Im Vergleich von Geimpften zu Ungeimpften liege der Schutz vor einer Einweisung in ein Krankenhaus bei 18- bis 59-Jährigen bei ca. 89 % und in der Altersgruppe ab 60 Jahren bei ca. 85 %. Der Schutz vor einem sehr schweren Verlauf – definiert als notwendige Behandlung auf einer Intensivstation – liege in der Gruppe der 18- bis 59-Jährigen bei 94 % und ab dem Alter von 60 Jahren bei etwa 90 %. Der Schutz vor dem Tod liege bei 18-59-Jährigen bei rund 92 %, bei über 60-Jährigen bei 85 %.

Allerdings lasse die Wirkung einer Zweifachimpfung, besonders bei alten und immungeschwächten Menschen, nach vier bis sechs Monaten, oft auch schon früher, nach. Deshalb werde von der STIKO eine Auffrischungsimpfung (Booster) empfohlen, insbesondere den genannten Personengruppen und den Mensch in deren Umgebung. Aber auch andere Personen seien von einem schwächer werdenden Impfschutz betroffen und sollten sich daher auch ein drittes Mal impfen lassen.

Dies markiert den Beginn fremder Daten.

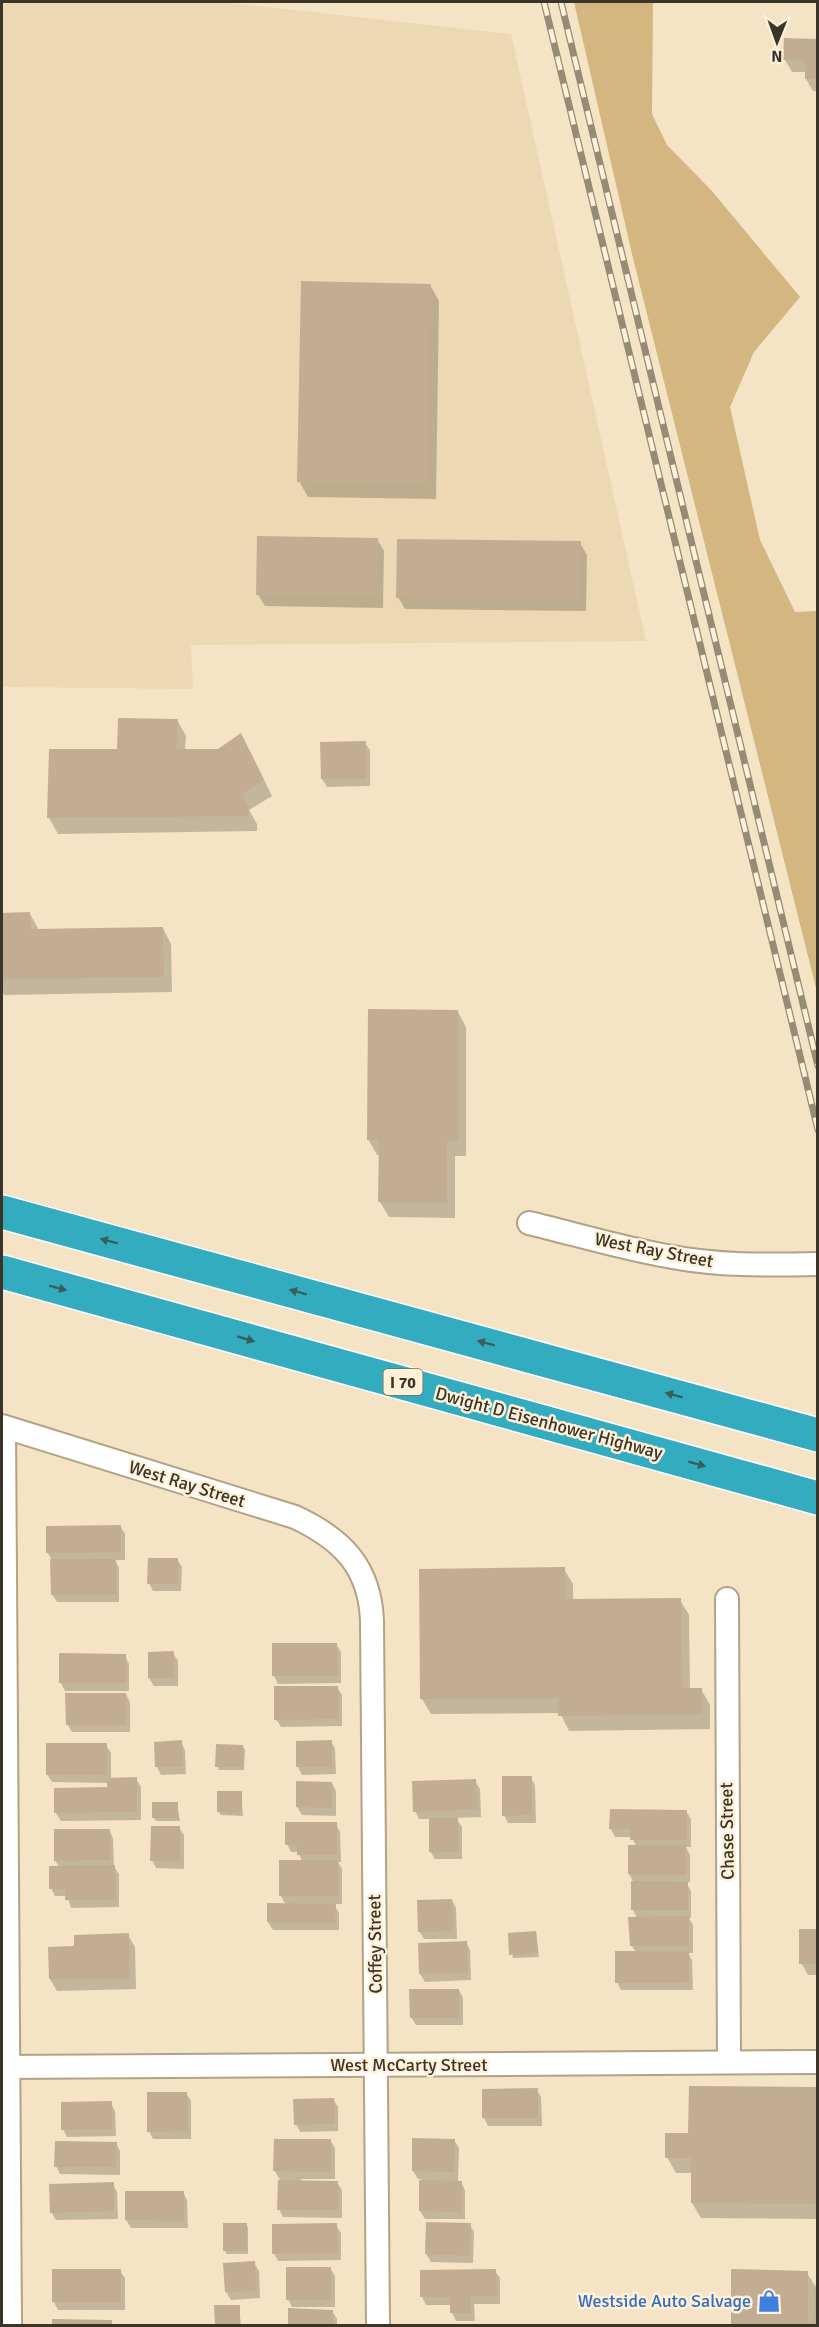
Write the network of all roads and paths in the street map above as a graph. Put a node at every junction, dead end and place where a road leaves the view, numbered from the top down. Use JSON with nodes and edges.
{"nodes":[{"id":1,"x":2,"y":1212,"type":"edge"},
{"id":2,"x":529,"y":1223,"type":"dead end"},
{"id":3,"x":818,"y":1264,"type":"edge"},
{"id":4,"x":2,"y":1272,"type":"edge"},
{"id":5,"x":3,"y":1426,"type":"edge"},
{"id":6,"x":804,"y":1431,"type":"edge"},
{"id":7,"x":811,"y":1496,"type":"edge"},
{"id":8,"x":357,"y":1566,"type":"joint"},
{"id":9,"x":727,"y":1599,"type":"dead end"},
{"id":10,"x":729,"y":2062,"type":"junction"},
{"id":11,"x":818,"y":2062,"type":"edge"},
{"id":12,"x":376,"y":2065,"type":"junction"},
{"id":13,"x":5,"y":2067,"type":"edge"},
{"id":14,"x":10,"y":2325,"type":"edge"},
{"id":15,"x":378,"y":2325,"type":"edge"}],
"edges":[{"from":6,"to":1,"type":"highway","one_way":true},
{"from":2,"to":3,"type":"street","name":"West Ray Street"},
{"from":4,"to":7,"type":"highway","name":"Dwight D Eisenhower Highway","number":"I 70","one_way":true},
{"from":5,"to":8,"type":"street","name":"West Ray Street"},
{"from":5,"to":13,"type":"street"},
{"from":8,"to":12,"type":"street","name":"Coffey Street"},
{"from":9,"to":10,"type":"street","name":"Chase Street"},
{"from":10,"to":11,"type":"street","name":"West McCarty Street"},
{"from":10,"to":12,"type":"street","name":"West McCarty Street"},
{"from":12,"to":13,"type":"street","name":"West McCarty Street"},
{"from":12,"to":15,"type":"street","name":"Coffey Street"},
{"from":13,"to":14,"type":"street"}]}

Die wissenschaftliche Erkenntnisse deckten sich mit den Erfahrungen, die Buff und seine Kollegen auch in ihren zwei Praxen gemacht hätten: "Ich habe noch niemanden von meinen Patienten ins Krankenhaus einweisen müssen, die an Corona erkrankt waren und vorab eine Grundimmunisierung hatten – die Impfungen hat sie bisher alle vor einem schweren Verlauf geschützt!"